Unlike the Calculation of constant tax differences by balance method tax register, the Calculation of constant tax differences tax register isn't based on the following tax registers:

  • Restoring of depreciation bonus
  • Reserves for bad debts

The tax registers differ because, as of January 1, 2020, these assets form temporary tax differences. The following illustration show an example of the Calculation of constant tax differences by balance method tax register.

Calculation of constant tax differences by balance method page.

For each line of this tax register, the following information is shown:

  • Line number
  • Date attached: The beginning of the reporting period.
  • The naming of object of the account: A description of the accounting object.
  • Bookkeeping amount: The amount that was accepted for accounting.
  • Taxation amount: The amount that was accepted for tax accounting.
  • Differences (Income): The income, which is the difference between the tax and the accounting amount.
  • CTI amount: The amount of CTI for the Differences (Income) value.
  • Differences (Expense): The expense, which is the difference between the tax and the accounting amount.
  • CTE amount: The amount of CTE for the Differences (Expense) value.

For each line of the Calculation of constant tax differences tax register, the following information is shown:

  • Line number.
  • Date attached: The beginning of the reporting period.
  • Expense/income type
  • The naming of object of the account: A description of the accounting object.
  • Bookkeeping amount: The amount that was accepted for accounting.
  • Taxation amount: The amount that was accepted for tax accounting.
  • Differences (Income): The income, which is the difference between the tax and the accounting amount.
  • CTA amount: The amount of constant tax asset (CTA) for the Differences (Income) value.
  • Differences (Expense): The expense, which is the difference between the tax and the accounting amount.
  • CTL amount: The amount of constant tax liability (CTL) for the Differences (Expense) value.

Create a journal voucher for tax differences

  1. Go to Tax > Journal entries > Tax register journal.

  2. Select the line for the period where the Calculation of temporary tax differences by balance method and Calculation of constant tax differences by balance method tax registers are calculated and approved.

  3. On the Action Pane, select Ledger journal > Tax differences by balance method.

    Note

    On the Ledger journal menu, the Tax differences command generates the tax difference amounts that are calculated in the Calculation of temporary tax differences and Calculation of constant tax differences tax registers.
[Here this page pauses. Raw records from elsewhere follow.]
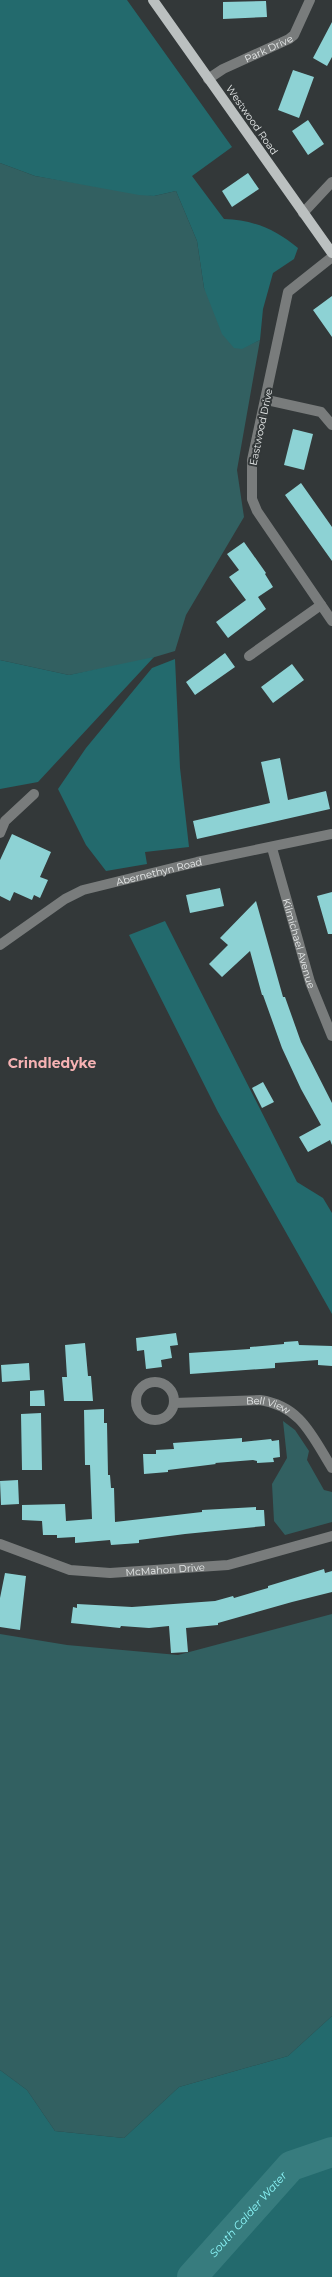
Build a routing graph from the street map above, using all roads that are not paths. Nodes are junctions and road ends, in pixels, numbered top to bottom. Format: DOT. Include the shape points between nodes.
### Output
graph roads {
  1 [pos="152,0"];
  2 [pos="310,0"];
  3 [pos="208,79"];
  4 [pos="332,182"];
  5 [pos="304,212"];
  6 [pos="332,253"];
  7 [pos="332,257"];
  8 [pos="266,400"];
  9 [pos="332,425"];
  10 [pos="321,605"];
  11 [pos="332,621"];
  12 [pos="249,656"];
  13 [pos="34,794"];
  14 [pos="0,833"];
  15 [pos="332,834"];
  16 [pos="272,848"];
  17 [pos="0,943"];
  18 [pos="332,1036"];
  19 [pos="174,1403"];
  20 [pos="332,1468"];
  21 [pos="332,1536"];
  22 [pos="0,1544"];
  1 -- 3 [label="main road, Westwood Road"];
  2 -- 3 [label="street, Park Drive" via="290,39 222,69"];
  3 -- 5 [label="main road, Westwood Road"];
  4 -- 5 [label="street"];
  5 -- 6 [label="main road, Westwood Road"];
  7 -- 8 [label="street, Eastwood Drive" via="288,292"];
  8 -- 9 [label="street" via="321,412"];
  8 -- 10 [label="street, Eastwood Drive" via="252,460 252,499 263,523"];
  10 -- 11 [label="street, Eastwood Drive"];
  10 -- 12 [label="street"];
  13 -- 14 [label="street" via="5,821"];
  15 -- 16 [label="street, Abernethyn Road"];
  16 -- 17 [label="street, Abernethyn Road" via="197,862 83,890 65,899"];
  16 -- 18 [label="street, Kilmichael Avenue" via="310,982"];
  19 -- 20 [label="street, Bell View" via="260,1400 278,1404 293,1412 302,1421"];
  21 -- 22 [label="street, McMahon Drive" via="228,1565 110,1573 70,1570"];
}
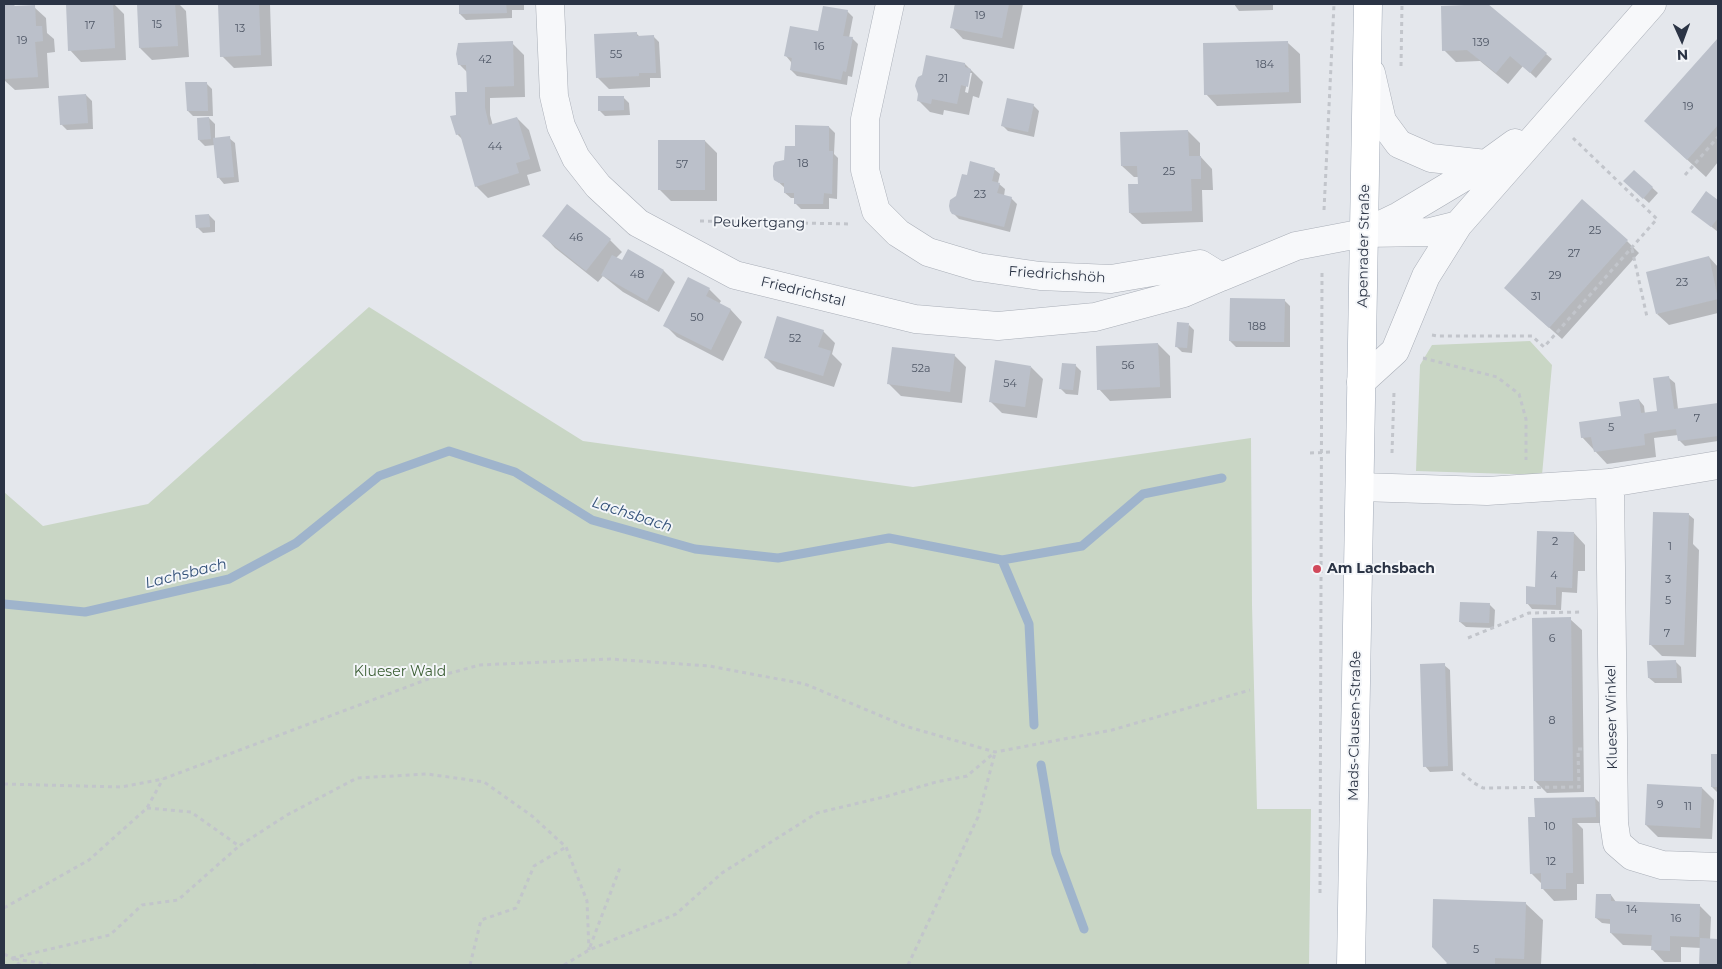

If you generate a ledger journal that has transactions for tax differences of one type, such as accrual method or balance method, the second menu item becomes unavailable. In other words, you can't simultaneously use the old and new methods to create a ledger posting for tax differences.

  4. On the Action Pane, select Create > Create journal. The journal is created, and its lines include the vouchers for the tax difference of the current period.

  5. On the Action Pane, select Lines to view the vouchers and other details.

    Journal voucher page.

  6. On the Action Pane, select Post > Post to post the journal.

Create a reversing journal voucher for tax differences

  1. Go to Tax > Journal entries > Tax register journal.

  2. Select the line for the period where the Calculation of temporary tax differences by balance method and Calculation of constant tax differences by balance method tax registers are calculated and approved.

  3. On the Action Pane, select Ledger journal > Tax differences by balance method.

  4. On the Action Pane, select Create > Reverse journal. The journal is created, and its lines include vouchers for the tax difference of the current period.

  5. On the Action Pane, select Lines to view the vouchers and other details.

    Tax differences by balance method page.